Material supplied:
§
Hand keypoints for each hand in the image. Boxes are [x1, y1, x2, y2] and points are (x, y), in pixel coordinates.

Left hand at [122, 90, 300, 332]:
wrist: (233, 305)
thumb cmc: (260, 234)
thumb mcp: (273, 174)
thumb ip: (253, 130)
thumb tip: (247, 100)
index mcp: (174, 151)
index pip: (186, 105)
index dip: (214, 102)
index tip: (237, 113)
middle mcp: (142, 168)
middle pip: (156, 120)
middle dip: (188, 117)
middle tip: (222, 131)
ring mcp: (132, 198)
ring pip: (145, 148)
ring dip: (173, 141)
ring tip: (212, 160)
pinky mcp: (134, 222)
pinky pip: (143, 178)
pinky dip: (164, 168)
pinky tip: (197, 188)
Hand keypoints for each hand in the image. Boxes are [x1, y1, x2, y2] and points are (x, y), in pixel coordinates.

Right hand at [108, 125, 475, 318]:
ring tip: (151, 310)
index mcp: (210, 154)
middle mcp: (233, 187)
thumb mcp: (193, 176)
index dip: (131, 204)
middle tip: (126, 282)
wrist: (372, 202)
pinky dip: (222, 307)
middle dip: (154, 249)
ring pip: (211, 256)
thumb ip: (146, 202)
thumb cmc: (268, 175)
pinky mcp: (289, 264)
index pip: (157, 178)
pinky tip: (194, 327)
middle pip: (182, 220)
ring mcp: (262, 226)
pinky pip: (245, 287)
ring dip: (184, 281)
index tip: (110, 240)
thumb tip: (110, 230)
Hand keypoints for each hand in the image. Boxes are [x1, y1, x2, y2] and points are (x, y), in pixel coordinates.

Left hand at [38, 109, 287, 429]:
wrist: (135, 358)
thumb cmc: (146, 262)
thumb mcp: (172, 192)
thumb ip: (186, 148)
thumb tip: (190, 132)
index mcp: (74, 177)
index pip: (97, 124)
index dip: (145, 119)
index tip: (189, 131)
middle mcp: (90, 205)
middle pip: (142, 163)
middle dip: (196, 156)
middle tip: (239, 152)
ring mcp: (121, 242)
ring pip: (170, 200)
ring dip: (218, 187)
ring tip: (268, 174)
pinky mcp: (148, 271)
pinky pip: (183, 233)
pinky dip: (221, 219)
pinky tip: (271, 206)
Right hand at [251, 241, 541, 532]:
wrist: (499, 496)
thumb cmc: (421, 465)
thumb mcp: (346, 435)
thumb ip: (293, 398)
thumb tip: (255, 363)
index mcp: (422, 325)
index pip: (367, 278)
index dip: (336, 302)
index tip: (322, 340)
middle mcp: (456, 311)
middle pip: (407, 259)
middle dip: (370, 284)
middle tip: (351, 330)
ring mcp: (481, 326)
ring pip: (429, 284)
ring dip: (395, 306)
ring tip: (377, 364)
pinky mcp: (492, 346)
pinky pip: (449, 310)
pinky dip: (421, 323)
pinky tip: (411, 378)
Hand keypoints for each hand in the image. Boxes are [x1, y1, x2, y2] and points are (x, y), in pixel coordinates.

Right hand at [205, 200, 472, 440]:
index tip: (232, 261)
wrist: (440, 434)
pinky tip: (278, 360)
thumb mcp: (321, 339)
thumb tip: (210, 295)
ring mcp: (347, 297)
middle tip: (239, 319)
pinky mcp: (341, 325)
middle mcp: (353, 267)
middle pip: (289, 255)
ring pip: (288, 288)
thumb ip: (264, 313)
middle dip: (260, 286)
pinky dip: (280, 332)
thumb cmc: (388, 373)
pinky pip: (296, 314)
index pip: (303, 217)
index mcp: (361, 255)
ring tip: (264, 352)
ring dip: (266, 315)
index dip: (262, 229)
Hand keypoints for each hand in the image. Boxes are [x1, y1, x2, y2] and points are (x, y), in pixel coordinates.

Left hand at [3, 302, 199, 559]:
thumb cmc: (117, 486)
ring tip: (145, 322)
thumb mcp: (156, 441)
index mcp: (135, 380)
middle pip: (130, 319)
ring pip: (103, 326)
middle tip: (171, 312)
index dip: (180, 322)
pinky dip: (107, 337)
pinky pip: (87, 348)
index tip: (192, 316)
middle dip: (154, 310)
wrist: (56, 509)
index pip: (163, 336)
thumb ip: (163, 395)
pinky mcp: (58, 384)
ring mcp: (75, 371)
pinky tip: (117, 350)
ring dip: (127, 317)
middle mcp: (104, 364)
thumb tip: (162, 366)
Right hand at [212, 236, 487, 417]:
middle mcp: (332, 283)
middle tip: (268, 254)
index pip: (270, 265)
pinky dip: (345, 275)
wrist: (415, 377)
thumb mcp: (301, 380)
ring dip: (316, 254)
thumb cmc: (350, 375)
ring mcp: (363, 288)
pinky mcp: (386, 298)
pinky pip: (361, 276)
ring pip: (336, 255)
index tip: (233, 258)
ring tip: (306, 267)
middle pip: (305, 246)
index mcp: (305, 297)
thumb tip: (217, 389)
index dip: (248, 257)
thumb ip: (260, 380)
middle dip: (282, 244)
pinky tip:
§
What you need to do: Only an exact copy of the listing above, from its first line up to and including the line with "thumb tip: (190, 132)", counts as the answer.

Task result:
Hand keypoints for each hand in the image. Boxes are [x1, y1, x2, y2] and points are (x, y), in pixel coordinates.

Left hand at [122, 90, 300, 332]:
wrist: (233, 305)
thumb cmc: (260, 234)
thumb mcp: (273, 174)
thumb ip: (253, 130)
thumb tip: (247, 100)
index mcp: (174, 151)
index pip: (186, 105)
index dip: (214, 102)
index tip: (237, 113)
middle mcp: (142, 168)
middle pip: (156, 120)
middle dip: (188, 117)
middle tip: (222, 131)
ring mcp: (132, 198)
ring pip: (145, 148)
ring dip: (173, 141)
ring tip: (212, 160)
pinky mcp: (134, 222)
pinky pip: (143, 178)
pinky dip: (164, 168)
pinky tip: (197, 188)
Hand keypoints for each hand in the image. Boxes are [x1, y1, x2, y2] and points are (x, y), in pixel coordinates.

Right hand at [108, 125, 475, 318]:
ring tip: (151, 310)
index mcp: (210, 154)
middle mcp: (233, 187)
thumb mcp: (193, 176)
index dip: (131, 204)
middle tip: (126, 282)
wrist: (372, 202)
pinky dip: (222, 307)
middle dip: (154, 249)
ring pip: (211, 256)
thumb ip: (146, 202)
thumb cmc: (268, 175)
pinky mcp: (289, 264)
index pip: (157, 178)
pinky tip: (194, 327)
middle pip: (182, 220)
ring mcp: (262, 226)
pinky pip: (245, 287)
ring dip: (184, 281)
index tip: (110, 240)
thumb tip: (110, 230)
Hand keypoints for each hand in the image. Boxes are [x1, y1, x2, y2] and points are (x, y), in pixel coordinates.

Left hand at [38, 109, 287, 429]:
wrist: (135, 358)
thumb cmc: (146, 262)
thumb mcp: (172, 192)
thumb ip: (186, 148)
thumb tip: (190, 132)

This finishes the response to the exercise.